Conservation officers are patrolling the park trying to trap the animal that bit the man. Any coyotes captured that don't match the description of the animal will be released.
There have been more than 35 aggressive attacks by coyotes in the park since December, with the three new ones this week. Most of the attacks have happened between dusk and dawn.
On Tuesday a five-year-old boy was bitten by a coyote in the park around 9:30 p.m. when the child was running and the animal lunged at him. The boy suffered minor injuries.
On Wednesday a woman was also bitten around 7 p.m. when she was running along Bridle Path near Prospect Point. The animal approached her from behind and bit her on one of her legs.
The Park Board, Stanley Park Ecology Society (SPES) and researchers from the University of British Columbia are all trying to figure out why the past nine months have produced so many attacks in the park.
From 2001 to 2020 there were a total of eight coyote attacks in the Lower Mainland according to the SPES.

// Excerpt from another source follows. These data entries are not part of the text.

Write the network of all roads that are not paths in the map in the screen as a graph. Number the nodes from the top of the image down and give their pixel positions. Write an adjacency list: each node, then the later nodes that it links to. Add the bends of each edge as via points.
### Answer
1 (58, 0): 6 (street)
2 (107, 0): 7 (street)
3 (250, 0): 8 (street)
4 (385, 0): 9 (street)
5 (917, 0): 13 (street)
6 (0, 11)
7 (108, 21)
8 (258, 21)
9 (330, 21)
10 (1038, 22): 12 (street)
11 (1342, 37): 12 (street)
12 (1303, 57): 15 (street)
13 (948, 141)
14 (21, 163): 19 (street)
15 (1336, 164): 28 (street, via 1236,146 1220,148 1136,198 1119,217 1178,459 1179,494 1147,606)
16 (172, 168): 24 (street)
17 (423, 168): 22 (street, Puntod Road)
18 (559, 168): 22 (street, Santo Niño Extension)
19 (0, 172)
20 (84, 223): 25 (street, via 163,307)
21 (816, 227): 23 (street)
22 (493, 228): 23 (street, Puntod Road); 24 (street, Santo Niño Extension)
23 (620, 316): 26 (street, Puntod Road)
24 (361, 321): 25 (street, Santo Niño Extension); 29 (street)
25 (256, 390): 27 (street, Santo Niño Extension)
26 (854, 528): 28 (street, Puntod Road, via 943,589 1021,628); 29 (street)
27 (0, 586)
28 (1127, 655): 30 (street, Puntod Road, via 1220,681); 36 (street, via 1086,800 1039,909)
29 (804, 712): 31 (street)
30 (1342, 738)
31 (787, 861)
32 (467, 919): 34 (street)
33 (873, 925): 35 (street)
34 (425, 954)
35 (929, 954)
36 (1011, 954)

Officials believe a combination of circumstances are behind the attacks including coyotes being fed by humans, late-night visitors to the park and garbage left behind.
Advocates want animal-proof garbage cans put in the park and more patrols by park rangers. City of Vancouver staff are working on a bylaw that would penalize anyone caught feeding wildlife.
Close the park
On Saturday, Kristen Walker, an animal biologist with UBC, said that after three attacks this week, the park should be closed. She is also part of a team that installed cameras in the park in January to better identify and study coyotes.

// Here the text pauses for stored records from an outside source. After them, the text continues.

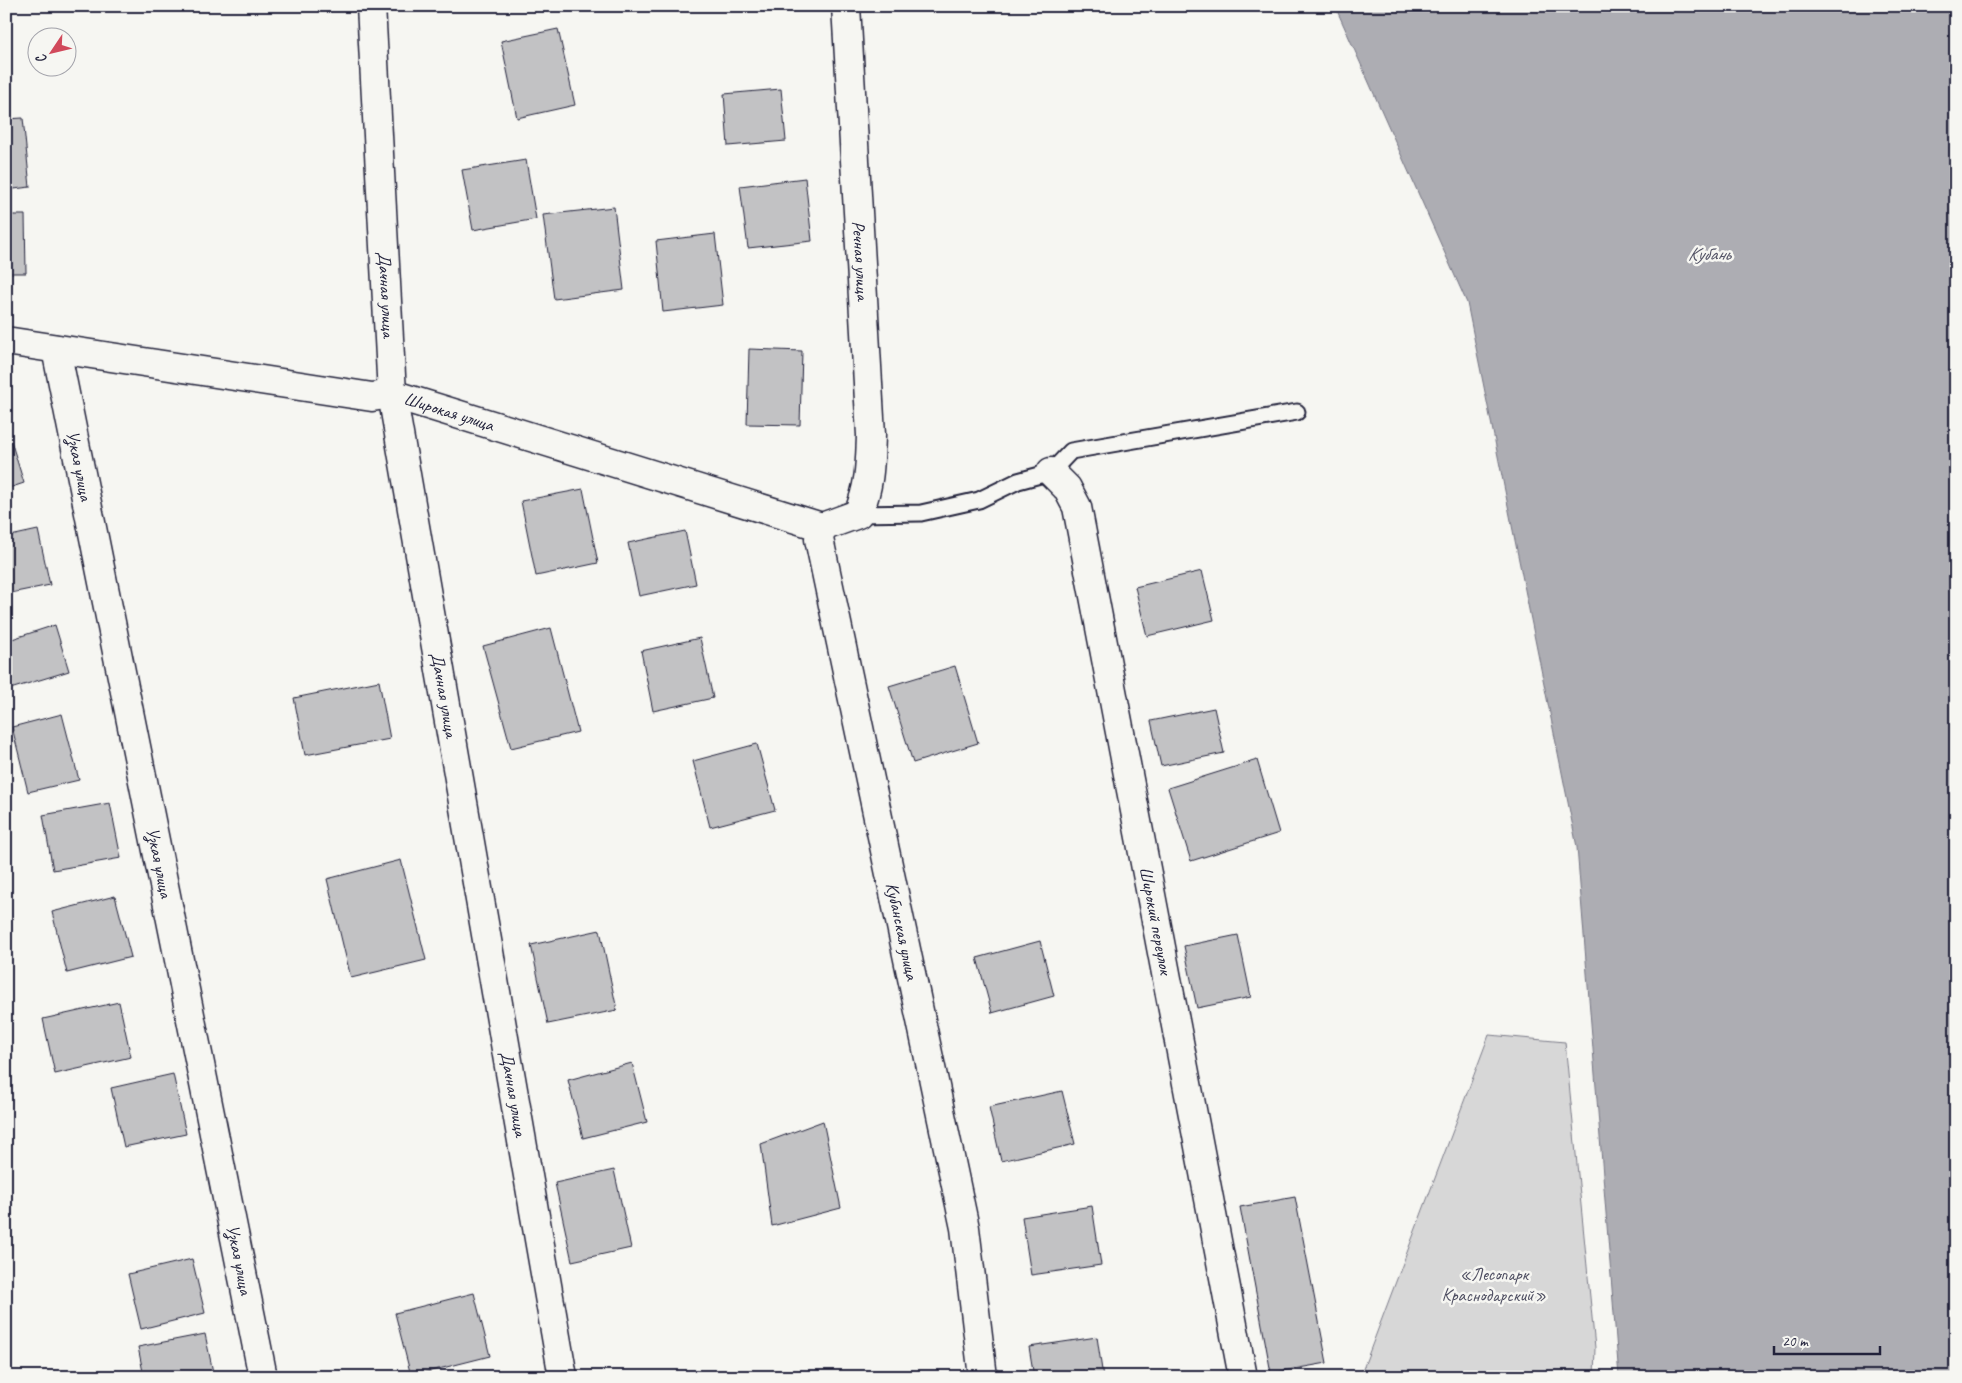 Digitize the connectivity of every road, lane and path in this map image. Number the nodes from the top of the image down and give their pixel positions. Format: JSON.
{"nodes":[{"id":1,"x":372,"y":6,"type":"edge"},
{"id":2,"x":846,"y":6,"type":"edge"},
{"id":3,"x":6,"y":341,"type":"edge"},
{"id":4,"x":56,"y":349,"type":"junction"},
{"id":5,"x":392,"y":394,"type":"junction"},
{"id":6,"x":1297,"y":412,"type":"dead end"},
{"id":7,"x":1051,"y":472,"type":"junction"},
{"id":8,"x":858,"y":514,"type":"junction"},
{"id":9,"x":822,"y":527,"type":"junction"},
{"id":10,"x":263,"y":1377,"type":"edge"},
{"id":11,"x":563,"y":1377,"type":"edge"},
{"id":12,"x":983,"y":1377,"type":"edge"},
{"id":13,"x":1243,"y":1377,"type":"edge"}],
"edges":[{"from":1,"to":5,"type":"street","name":"Дачная улица"},
{"from":2,"to":8,"type":"street","name":"Речная улица"},
{"from":3,"to":4,"type":"street","name":"Широкая улица"},
{"from":4,"to":5,"type":"street","name":"Широкая улица"},
{"from":4,"to":10,"type":"street","name":"Узкая улица"},
{"from":5,"to":9,"type":"street","name":"Широкая улица"},
{"from":5,"to":11,"type":"street","name":"Дачная улица"},
{"from":6,"to":7,"type":"lane"},
{"from":7,"to":8,"type":"lane"},
{"from":7,"to":13,"type":"street","name":"Широкий переулок"},
{"from":8,"to":9,"type":"street"},
{"from":9,"to":12,"type":"street","name":"Кубанская улица"}]}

"I do believe at this point the full park should be closed until the coyote who has been involved is located," she said in a text message. Officials are working to determine if the same coyote is responsible for all three attacks.
Officials have closed parts of the park after previous attacks. Calls to the chair of the Park Board and the mayor's office were not immediately returned on Saturday.
Meantime, the conservation service is reiterating that people should stay out of the park to stay safe. The Vancouver Park Board says around 10 million people visit the four-square-kilometre park each year for its seawall, beaches and forested trails.
So far the BCOS has killed four coyotes in the park, but researchers say culling the animals won't solve the problem as other coyotes, which are plentiful across Metro Vancouver, will just make their way into the park to replace ones taken out.